What is being asked:
The records that follow are to be repeated exactly, in full.

Records supplied:
BEGIN
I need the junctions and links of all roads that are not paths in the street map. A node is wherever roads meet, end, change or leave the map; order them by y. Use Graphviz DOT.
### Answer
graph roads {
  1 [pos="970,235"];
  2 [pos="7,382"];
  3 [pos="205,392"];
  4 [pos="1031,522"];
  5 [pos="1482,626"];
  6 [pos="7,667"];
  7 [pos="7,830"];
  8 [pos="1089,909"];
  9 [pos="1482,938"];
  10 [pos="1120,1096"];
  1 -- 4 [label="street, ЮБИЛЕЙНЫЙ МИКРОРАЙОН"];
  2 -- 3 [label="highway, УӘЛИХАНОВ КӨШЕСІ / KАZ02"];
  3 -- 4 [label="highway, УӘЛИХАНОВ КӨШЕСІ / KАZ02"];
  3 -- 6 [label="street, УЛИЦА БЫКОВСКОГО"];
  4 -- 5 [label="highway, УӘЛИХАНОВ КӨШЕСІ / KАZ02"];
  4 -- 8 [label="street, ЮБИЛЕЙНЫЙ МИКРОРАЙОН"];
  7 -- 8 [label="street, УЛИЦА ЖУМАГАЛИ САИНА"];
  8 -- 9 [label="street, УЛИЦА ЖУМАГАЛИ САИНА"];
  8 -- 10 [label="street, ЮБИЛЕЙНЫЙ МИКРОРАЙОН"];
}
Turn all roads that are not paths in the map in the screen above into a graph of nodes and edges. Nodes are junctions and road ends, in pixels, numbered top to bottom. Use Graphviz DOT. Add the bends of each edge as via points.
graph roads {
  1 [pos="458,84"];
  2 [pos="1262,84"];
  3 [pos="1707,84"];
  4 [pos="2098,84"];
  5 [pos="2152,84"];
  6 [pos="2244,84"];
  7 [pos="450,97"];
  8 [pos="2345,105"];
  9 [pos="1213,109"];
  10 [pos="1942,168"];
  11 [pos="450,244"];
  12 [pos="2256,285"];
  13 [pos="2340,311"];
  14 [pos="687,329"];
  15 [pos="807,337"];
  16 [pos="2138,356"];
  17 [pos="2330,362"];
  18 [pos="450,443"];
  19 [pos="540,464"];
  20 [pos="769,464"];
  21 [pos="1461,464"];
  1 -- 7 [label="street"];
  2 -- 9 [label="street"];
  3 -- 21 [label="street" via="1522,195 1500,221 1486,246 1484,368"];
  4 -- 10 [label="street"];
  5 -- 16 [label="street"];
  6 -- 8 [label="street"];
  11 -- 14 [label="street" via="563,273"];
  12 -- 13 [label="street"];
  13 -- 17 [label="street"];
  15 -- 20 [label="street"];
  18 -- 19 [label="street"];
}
END
Answer to the exercise:
I need the junctions and links of all roads that are not paths in the street map. A node is wherever roads meet, end, change or leave the map; order them by y. Use Graphviz DOT.
### Answer
graph roads {
  1 [pos="970,235"];
  2 [pos="7,382"];
  3 [pos="205,392"];
  4 [pos="1031,522"];
  5 [pos="1482,626"];
  6 [pos="7,667"];
  7 [pos="7,830"];
  8 [pos="1089,909"];
  9 [pos="1482,938"];
  10 [pos="1120,1096"];
  1 -- 4 [label="street, ЮБИЛЕЙНЫЙ МИКРОРАЙОН"];
  2 -- 3 [label="highway, УӘЛИХАНОВ КӨШЕСІ / KАZ02"];
  3 -- 4 [label="highway, УӘЛИХАНОВ КӨШЕСІ / KАZ02"];
  3 -- 6 [label="street, УЛИЦА БЫКОВСКОГО"];
  4 -- 5 [label="highway, УӘЛИХАНОВ КӨШЕСІ / KАZ02"];
  4 -- 8 [label="street, ЮБИЛЕЙНЫЙ МИКРОРАЙОН"];
  7 -- 8 [label="street, УЛИЦА ЖУМАГАЛИ САИНА"];
  8 -- 9 [label="street, УЛИЦА ЖУМАГАЛИ САИНА"];
  8 -- 10 [label="street, ЮБИЛЕЙНЫЙ МИКРОРАЙОН"];
}
Turn all roads that are not paths in the map in the screen above into a graph of nodes and edges. Nodes are junctions and road ends, in pixels, numbered top to bottom. Use Graphviz DOT. Add the bends of each edge as via points.
graph roads {
  1 [pos="458,84"];
  2 [pos="1262,84"];
  3 [pos="1707,84"];
  4 [pos="2098,84"];
  5 [pos="2152,84"];
  6 [pos="2244,84"];
  7 [pos="450,97"];
  8 [pos="2345,105"];
  9 [pos="1213,109"];
  10 [pos="1942,168"];
  11 [pos="450,244"];
  12 [pos="2256,285"];
  13 [pos="2340,311"];
  14 [pos="687,329"];
  15 [pos="807,337"];
  16 [pos="2138,356"];
  17 [pos="2330,362"];
  18 [pos="450,443"];
  19 [pos="540,464"];
  20 [pos="769,464"];
  21 [pos="1461,464"];
  1 -- 7 [label="street"];
  2 -- 9 [label="street"];
  3 -- 21 [label="street" via="1522,195 1500,221 1486,246 1484,368"];
  4 -- 10 [label="street"];
  5 -- 16 [label="street"];
  6 -- 8 [label="street"];
  11 -- 14 [label="street" via="563,273"];
  12 -- 13 [label="street"];
  13 -- 17 [label="street"];
  15 -- 20 [label="street"];
  18 -- 19 [label="street"];
}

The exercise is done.